Posted on July 15, 2022July 15, 2022 By alanyeo No Comments on DBS: China Real Estate

China Property Sector: How much would it take to settle project delivery risk?

  • Watch for risk of further spreading in mortgage payment suspension 
  • >Rmb1.1trn will be required in form of direct monetary support to contain delivery risks 
  • Banks may have limited incentive from a commercial angle and administrative guidance will be required

What’s New

The number of projects involved in mortgage payment suspension has grown exponentially to >200 by today and is no longer readily traceable. Meanwhile, there are rising voices on the street recommeding the government and banks to intervene and offer monetary support to ensure project delivery. We have therefore opted to analyse 1) how big could this phenomenon theoretically grow to; and 2) how much may be required from governments and banks to keep project delivery in check.

Still at the start of the mortgage payment suspension wave. We assume undelivered projects are mainly comprised of presales in 2020 and 2021. Inferred from the two years of presales from the 35 names we track, c.43% of these project sales-(in GFA terms) are related to developers who have entered into bond extensions or defaults (inclusive of offshore and onshore markets) and are deemed riskier in terms of project delivery. Alongside the assumption that 30% of such developers’ presold projects may subject to delivery uncertainty, this would translate to c.2,000 projects in total or c.13% of project solds in the past two years, as compared to the latest number of 200+. We believe the number of involving cases will continue to surge before adaquate measures are introduced by the government.

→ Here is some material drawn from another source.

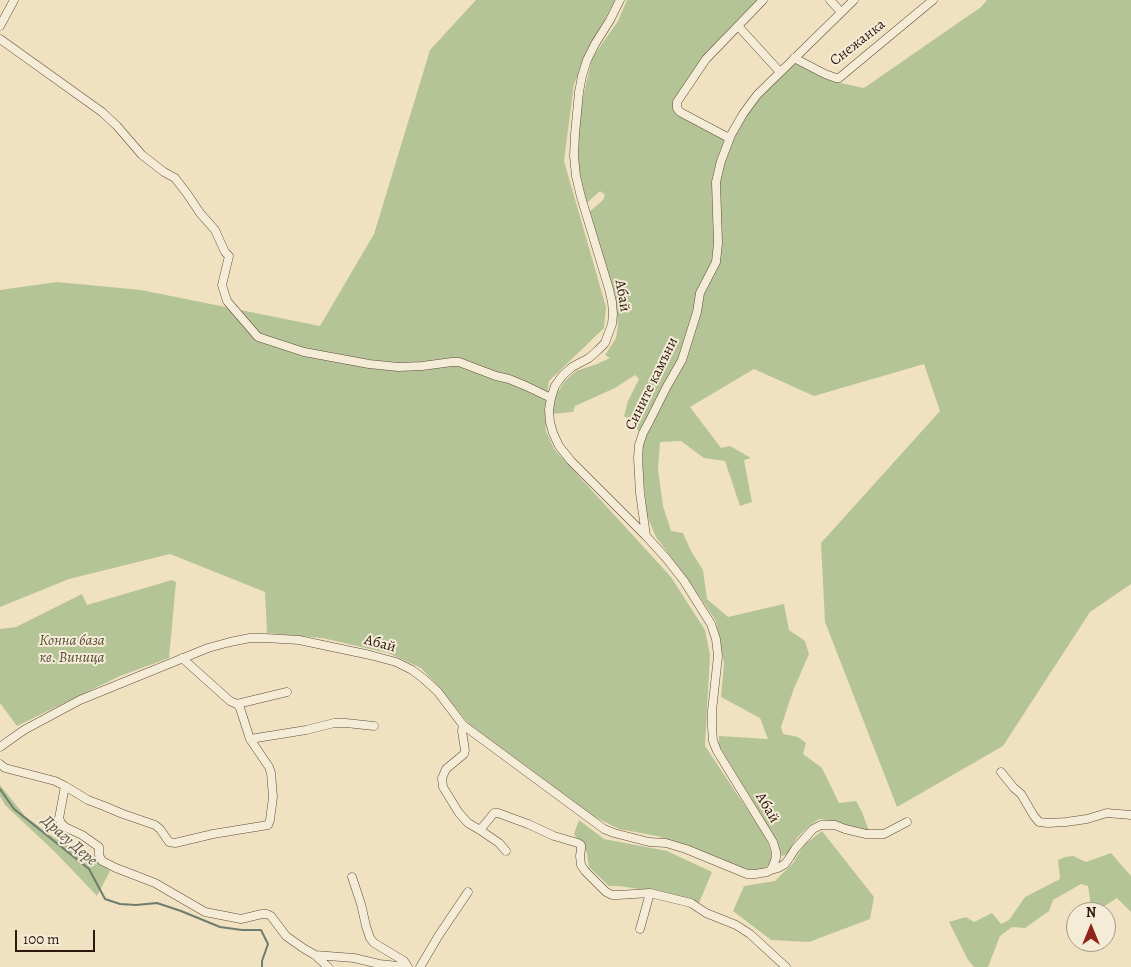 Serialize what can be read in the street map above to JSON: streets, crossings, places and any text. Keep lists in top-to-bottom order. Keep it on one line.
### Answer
{"streets":{"street":["Снежанка","Абай","Сините камъни"]},"crossings":[["Снежанка","Сините камъни"],["Абай","Сините камъни"]],"water":["Драгу Дере"],"parks":["Конна база кв. Виница"],"scale_bar":"100 m","north":"top"}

A phenomenon in dire needs to be timely settled by the government. Extended from our estimated number above, the involved residential sales amount would amount to >Rmb3trn, and could potentially affect c.4.0 million families. In the event that fears over project delivery cannot be timely settled, recovery in the physical market will likely be put off and surviving developers to face tougher liquidity challenges (see our comment in News Alert: Suspension of mortgage servicing – Looming uncertainty ahead), thereby posing risk of further defaults in surviving names and increases the number of projects that could be subject to delivery risks.

>Rmb1.1trn will be required to contain delivery risk… We note there have been voices in the market recommending the government to work along with banks to offer direct monetary supports in order to contain potential risks of project delivery. We have therefore dug a bit deeper and extended our analysis above to project the potential size of the monetary support required to address this incident.

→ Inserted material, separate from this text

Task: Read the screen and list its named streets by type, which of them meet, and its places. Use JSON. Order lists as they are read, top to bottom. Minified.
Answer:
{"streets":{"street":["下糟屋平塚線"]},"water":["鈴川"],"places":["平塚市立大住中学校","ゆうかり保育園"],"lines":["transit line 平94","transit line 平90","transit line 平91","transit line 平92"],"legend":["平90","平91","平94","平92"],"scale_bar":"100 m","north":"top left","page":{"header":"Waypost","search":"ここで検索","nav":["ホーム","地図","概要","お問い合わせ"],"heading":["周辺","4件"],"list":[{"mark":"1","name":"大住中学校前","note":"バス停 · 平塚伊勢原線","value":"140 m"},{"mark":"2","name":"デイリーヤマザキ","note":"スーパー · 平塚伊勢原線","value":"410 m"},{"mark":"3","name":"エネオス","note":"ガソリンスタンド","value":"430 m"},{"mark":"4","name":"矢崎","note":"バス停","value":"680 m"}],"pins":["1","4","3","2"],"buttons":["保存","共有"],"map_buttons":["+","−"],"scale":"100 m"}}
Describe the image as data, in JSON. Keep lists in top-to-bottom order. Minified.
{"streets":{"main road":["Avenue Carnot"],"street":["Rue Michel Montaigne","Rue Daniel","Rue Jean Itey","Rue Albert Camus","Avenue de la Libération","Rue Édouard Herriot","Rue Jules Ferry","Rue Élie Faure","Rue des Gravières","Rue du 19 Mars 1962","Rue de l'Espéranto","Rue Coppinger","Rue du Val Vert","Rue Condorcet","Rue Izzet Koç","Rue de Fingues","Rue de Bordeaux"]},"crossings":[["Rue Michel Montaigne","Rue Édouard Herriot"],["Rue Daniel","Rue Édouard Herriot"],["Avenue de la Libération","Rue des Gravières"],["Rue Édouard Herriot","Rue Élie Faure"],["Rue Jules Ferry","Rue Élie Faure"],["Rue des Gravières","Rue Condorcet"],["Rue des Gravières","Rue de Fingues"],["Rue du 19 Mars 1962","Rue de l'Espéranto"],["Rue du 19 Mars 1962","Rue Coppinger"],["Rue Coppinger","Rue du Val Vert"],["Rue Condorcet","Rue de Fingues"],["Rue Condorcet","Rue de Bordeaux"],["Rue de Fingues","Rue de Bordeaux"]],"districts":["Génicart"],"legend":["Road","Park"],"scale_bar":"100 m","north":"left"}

We estimate that, in our base case where 30% of project presold by liquidity troubled developers (i.e. entered into bond extension/default) are subject to delivery risk and that 30% of the construction costs on average have already been settled upfront, the monetary support required may amount to c.Rmb1.1trn.

…but lacks incentive for banks from a commercial angle to support the action and administrative guidance will be required. New mortgages from 2020 and 2021 have in total comprised of 22% of the existing mortgage balance of c.Rmb38.3trn. Based on similar assumptions as our above analysis, mortgages that may be subject to risks would come in at c.Rmb1.05trn, which is slightly short of the monetary support size required to avoid the mortgage default. Bank will likely have limited incentives from a commercial angle to take on this initiative in our view in the absence of contribution and guidance from the government.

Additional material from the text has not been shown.